What this task involves - Text only, exactly as given: reproduce the entries below without their pictures.

Excerpted records -

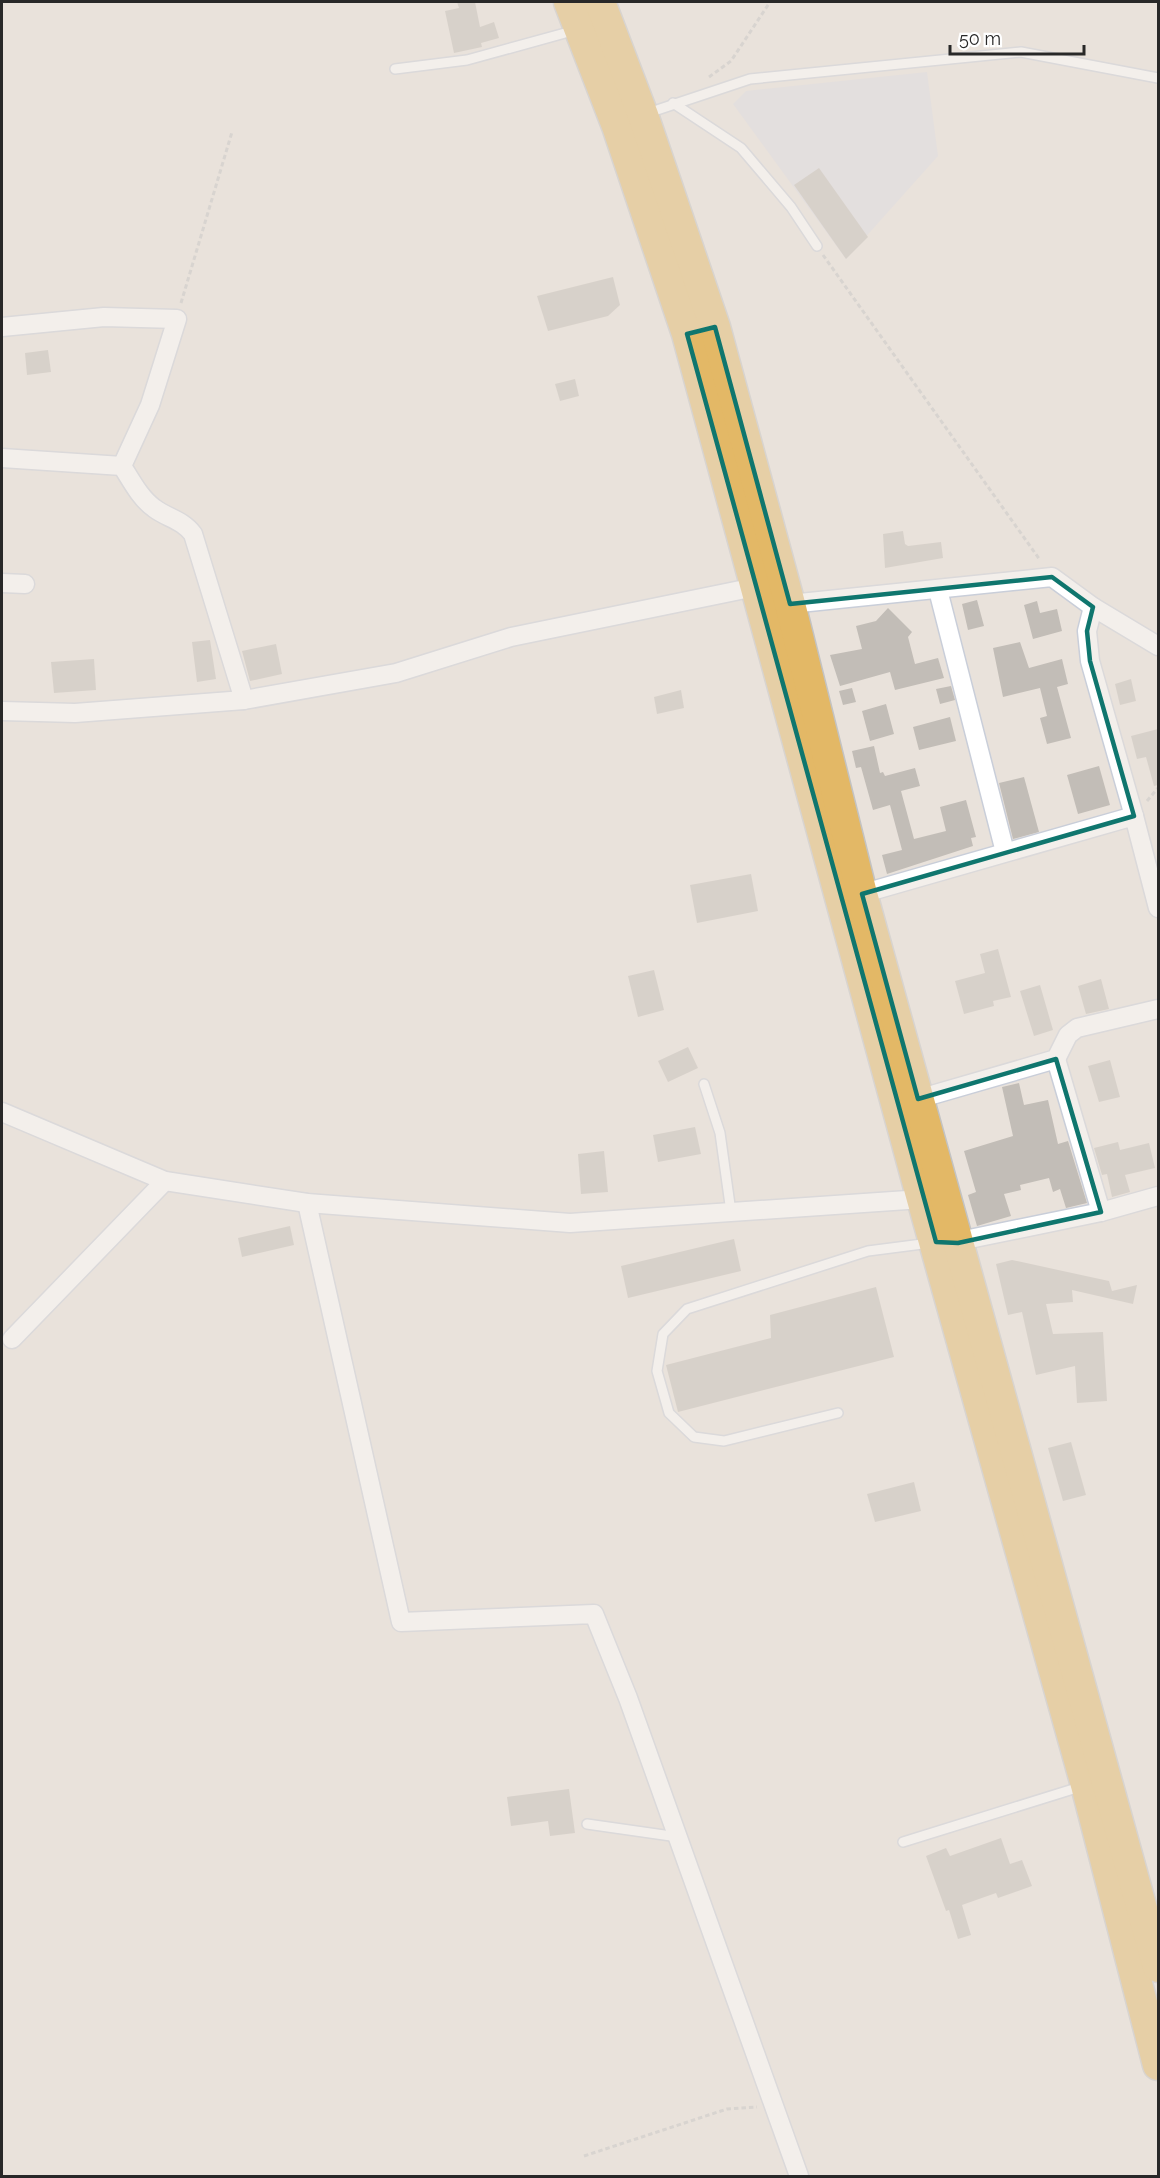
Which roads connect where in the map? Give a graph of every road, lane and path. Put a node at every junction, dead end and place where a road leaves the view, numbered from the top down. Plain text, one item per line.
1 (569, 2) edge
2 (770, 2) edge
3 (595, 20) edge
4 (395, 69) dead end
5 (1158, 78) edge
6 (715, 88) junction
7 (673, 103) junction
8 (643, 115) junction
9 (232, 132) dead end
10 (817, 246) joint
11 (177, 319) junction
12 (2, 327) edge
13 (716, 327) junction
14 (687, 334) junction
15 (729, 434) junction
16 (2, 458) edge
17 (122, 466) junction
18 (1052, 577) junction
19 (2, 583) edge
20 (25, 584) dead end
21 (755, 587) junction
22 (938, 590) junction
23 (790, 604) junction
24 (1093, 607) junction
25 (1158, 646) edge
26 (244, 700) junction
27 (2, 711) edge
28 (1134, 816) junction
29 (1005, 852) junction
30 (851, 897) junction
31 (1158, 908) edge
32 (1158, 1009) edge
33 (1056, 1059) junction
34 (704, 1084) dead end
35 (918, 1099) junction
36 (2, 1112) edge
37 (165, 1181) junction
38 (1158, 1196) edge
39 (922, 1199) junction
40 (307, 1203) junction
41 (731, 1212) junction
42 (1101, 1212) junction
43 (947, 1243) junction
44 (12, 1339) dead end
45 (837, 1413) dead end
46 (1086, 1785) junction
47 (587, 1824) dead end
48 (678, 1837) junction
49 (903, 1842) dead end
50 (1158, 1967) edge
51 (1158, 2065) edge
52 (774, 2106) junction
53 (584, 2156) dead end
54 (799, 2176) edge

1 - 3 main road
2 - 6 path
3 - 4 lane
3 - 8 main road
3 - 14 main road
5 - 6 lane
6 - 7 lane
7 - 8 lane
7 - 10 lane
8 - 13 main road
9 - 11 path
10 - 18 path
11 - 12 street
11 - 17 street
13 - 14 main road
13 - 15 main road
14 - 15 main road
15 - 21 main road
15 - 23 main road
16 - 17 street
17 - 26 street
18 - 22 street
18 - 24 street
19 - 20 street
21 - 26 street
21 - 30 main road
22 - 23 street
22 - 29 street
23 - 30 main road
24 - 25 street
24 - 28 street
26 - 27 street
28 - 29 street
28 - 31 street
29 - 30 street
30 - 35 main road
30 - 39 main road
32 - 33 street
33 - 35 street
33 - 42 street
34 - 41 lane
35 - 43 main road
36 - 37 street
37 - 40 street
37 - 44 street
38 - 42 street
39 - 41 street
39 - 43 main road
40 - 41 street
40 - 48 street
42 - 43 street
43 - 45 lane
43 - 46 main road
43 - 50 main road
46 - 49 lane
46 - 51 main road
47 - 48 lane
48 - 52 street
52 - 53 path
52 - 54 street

Reply -
Which roads connect where in the map? Give a graph of every road, lane and path. Put a node at every junction, dead end and place where a road leaves the view, numbered from the top down. Plain text, one item per line.
1 (569, 2) edge
2 (770, 2) edge
3 (595, 20) edge
4 (395, 69) dead end
5 (1158, 78) edge
6 (715, 88) junction
7 (673, 103) junction
8 (643, 115) junction
9 (232, 132) dead end
10 (817, 246) joint
11 (177, 319) junction
12 (2, 327) edge
13 (716, 327) junction
14 (687, 334) junction
15 (729, 434) junction
16 (2, 458) edge
17 (122, 466) junction
18 (1052, 577) junction
19 (2, 583) edge
20 (25, 584) dead end
21 (755, 587) junction
22 (938, 590) junction
23 (790, 604) junction
24 (1093, 607) junction
25 (1158, 646) edge
26 (244, 700) junction
27 (2, 711) edge
28 (1134, 816) junction
29 (1005, 852) junction
30 (851, 897) junction
31 (1158, 908) edge
32 (1158, 1009) edge
33 (1056, 1059) junction
34 (704, 1084) dead end
35 (918, 1099) junction
36 (2, 1112) edge
37 (165, 1181) junction
38 (1158, 1196) edge
39 (922, 1199) junction
40 (307, 1203) junction
41 (731, 1212) junction
42 (1101, 1212) junction
43 (947, 1243) junction
44 (12, 1339) dead end
45 (837, 1413) dead end
46 (1086, 1785) junction
47 (587, 1824) dead end
48 (678, 1837) junction
49 (903, 1842) dead end
50 (1158, 1967) edge
51 (1158, 2065) edge
52 (774, 2106) junction
53 (584, 2156) dead end
54 (799, 2176) edge

1 - 3 main road
2 - 6 path
3 - 4 lane
3 - 8 main road
3 - 14 main road
5 - 6 lane
6 - 7 lane
7 - 8 lane
7 - 10 lane
8 - 13 main road
9 - 11 path
10 - 18 path
11 - 12 street
11 - 17 street
13 - 14 main road
13 - 15 main road
14 - 15 main road
15 - 21 main road
15 - 23 main road
16 - 17 street
17 - 26 street
18 - 22 street
18 - 24 street
19 - 20 street
21 - 26 street
21 - 30 main road
22 - 23 street
22 - 29 street
23 - 30 main road
24 - 25 street
24 - 28 street
26 - 27 street
28 - 29 street
28 - 31 street
29 - 30 street
30 - 35 main road
30 - 39 main road
32 - 33 street
33 - 35 street
33 - 42 street
34 - 41 lane
35 - 43 main road
36 - 37 street
37 - 40 street
37 - 44 street
38 - 42 street
39 - 41 street
39 - 43 main road
40 - 41 street
40 - 48 street
42 - 43 street
43 - 45 lane
43 - 46 main road
43 - 50 main road
46 - 49 lane
46 - 51 main road
47 - 48 lane
48 - 52 street
52 - 53 path
52 - 54 street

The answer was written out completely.